Actually this hasn't changed, you can still work the exact same way with a
LAMP stack. The perceptions have changed, for some reason needless complexity
has become the norm.

------
linguae
One of the things I miss about the 1990s is the degree that Microsoft, Apple,
and other vendors of desktop operating systems such as NeXT and Be invested in
refining the desktop computing experience. I personally believe that the
Windows 95 interface is the most usable and most well-designed Windows user
interface, with further refinements made in Windows 98 and 2000. For many
years I would use Classic Mode in newer versions of Windows such as XP and 7;
I wish Windows 10 had a classic mode. And while I love Mac OS X's Aqua
interface, I love the Platinum theme that was developed for Copland and was
introduced in Mac OS 8.

While there was still an effort in the first half of the 2000s to continue
refining the desktop user experience (e.g., Aqua, GNOME 2 [which is personally
my favorite Linux desktop], KDE 3), once mobile computing and Web 2.0
technology took off a little over a decade ago, I feel that emphasis has
shifted away from refining the desktop experience. Moreover, there has been an
emphasis on trying to make the desktop computer experience more mobile-like,
leading to products such as Windows 8 and GNOME 3 that, in my opinion, are
worse than their predecessors. Even Windows 10 still has mobile-like
influences such as its penchant for large title bars and ribbons that take up
a lot of vertical space (ever since Windows XP's Luna theme, Microsoft has had
an obsession with using a lot of vertical space for bars). In my opinion, Mac
OS X peaked in the Snow Leopard era, and while I still prefer Mac OS X to
Windows 10, I feel that certain parts of the Mac experience have downgraded
over the past decade (some pain points include the transition from iPhoto to
Photos.app as well as the differences in font rendering in macOS Mojave that
affect users who don't have 4K or higher resolution displays). I'm also very
concerned about the implications of Marzipan on future versions of Mac OS X,
but I guess we'll find out very soon when WWDC 2019 takes place.
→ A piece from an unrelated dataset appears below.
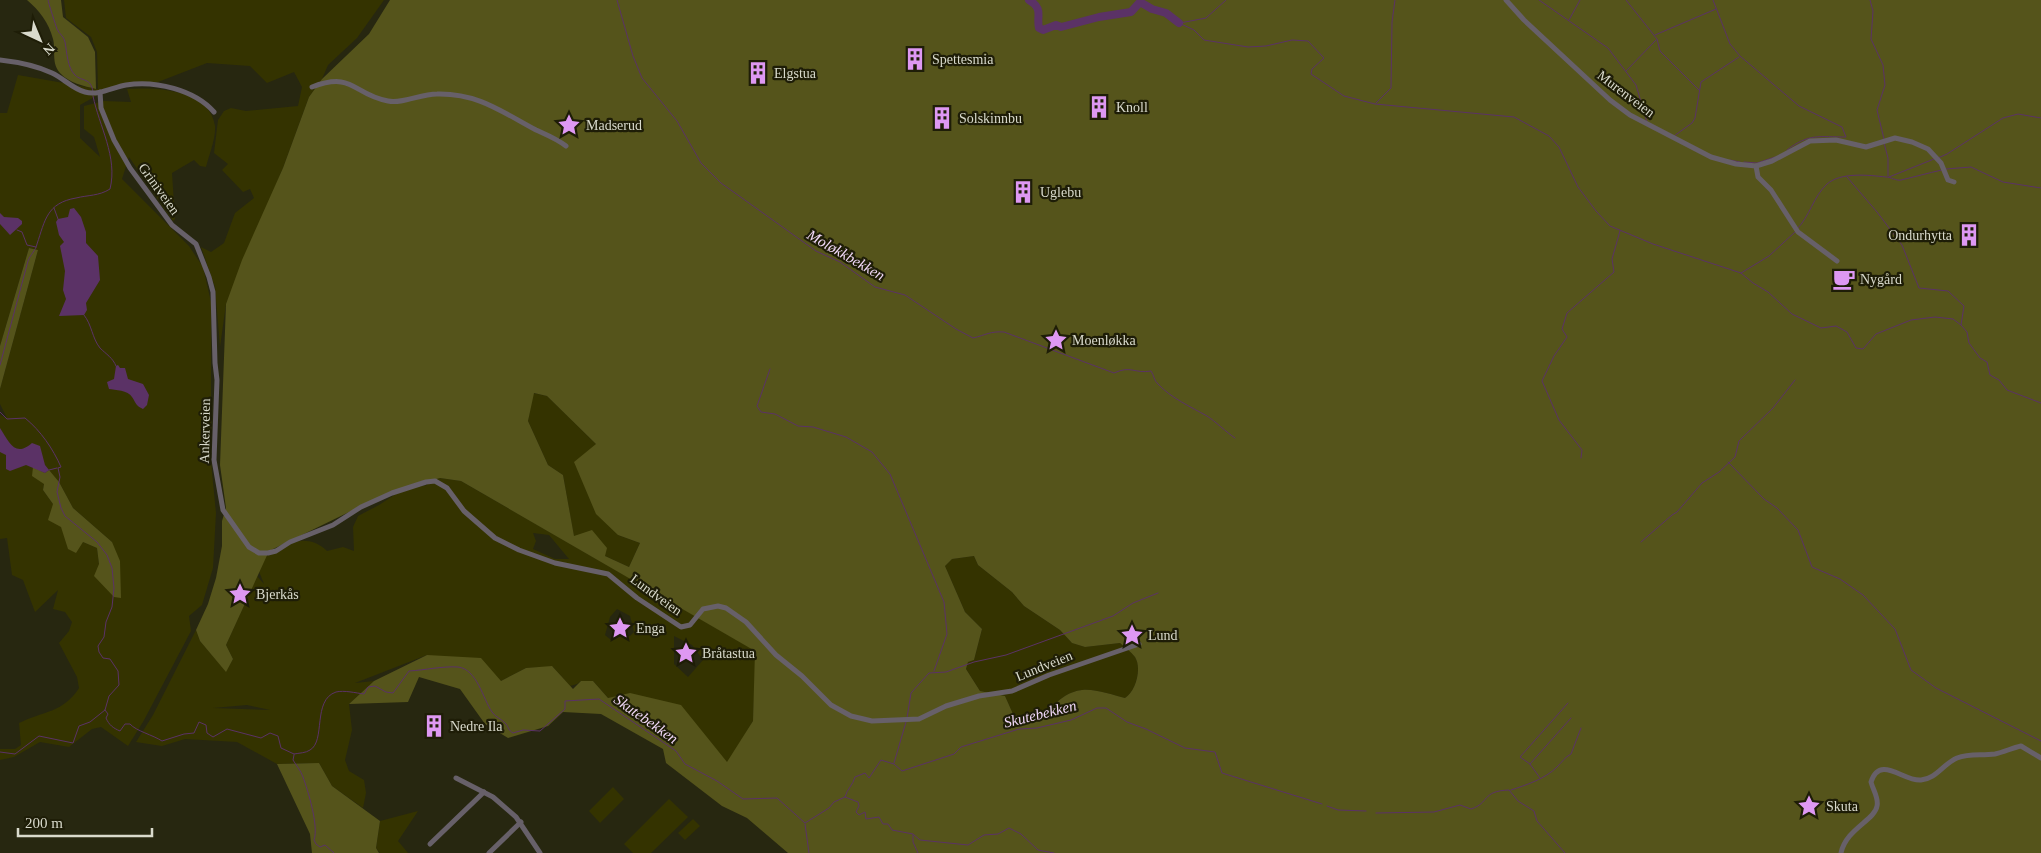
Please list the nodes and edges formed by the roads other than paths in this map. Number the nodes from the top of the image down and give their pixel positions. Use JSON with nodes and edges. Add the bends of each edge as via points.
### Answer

I would like to see more investments being made in desktop computing. Despite
some pundits prematurely proclaiming that desktop computing is dying, the fact
is many people rely on desktops and laptops to do their work, and tablets and
smartphones cannot replace all tasks that we use our desktops for. I still
believe that the personal computing revolution is far from over; there is
still a lot of room for improvement, refinement, and innovation.

------
hatmatrix
On the other hand, traveling was not so simple - you couldn't just carry your
mobile phone and pull up Google Maps once you got there - you had to know
where you were going and either buy the maps or print out maps beforehand.
Meeting up with someone also involved a lot of planning and sometimes you go
to the meeting point and then go home having missed each other because you
misunderstood the exact location.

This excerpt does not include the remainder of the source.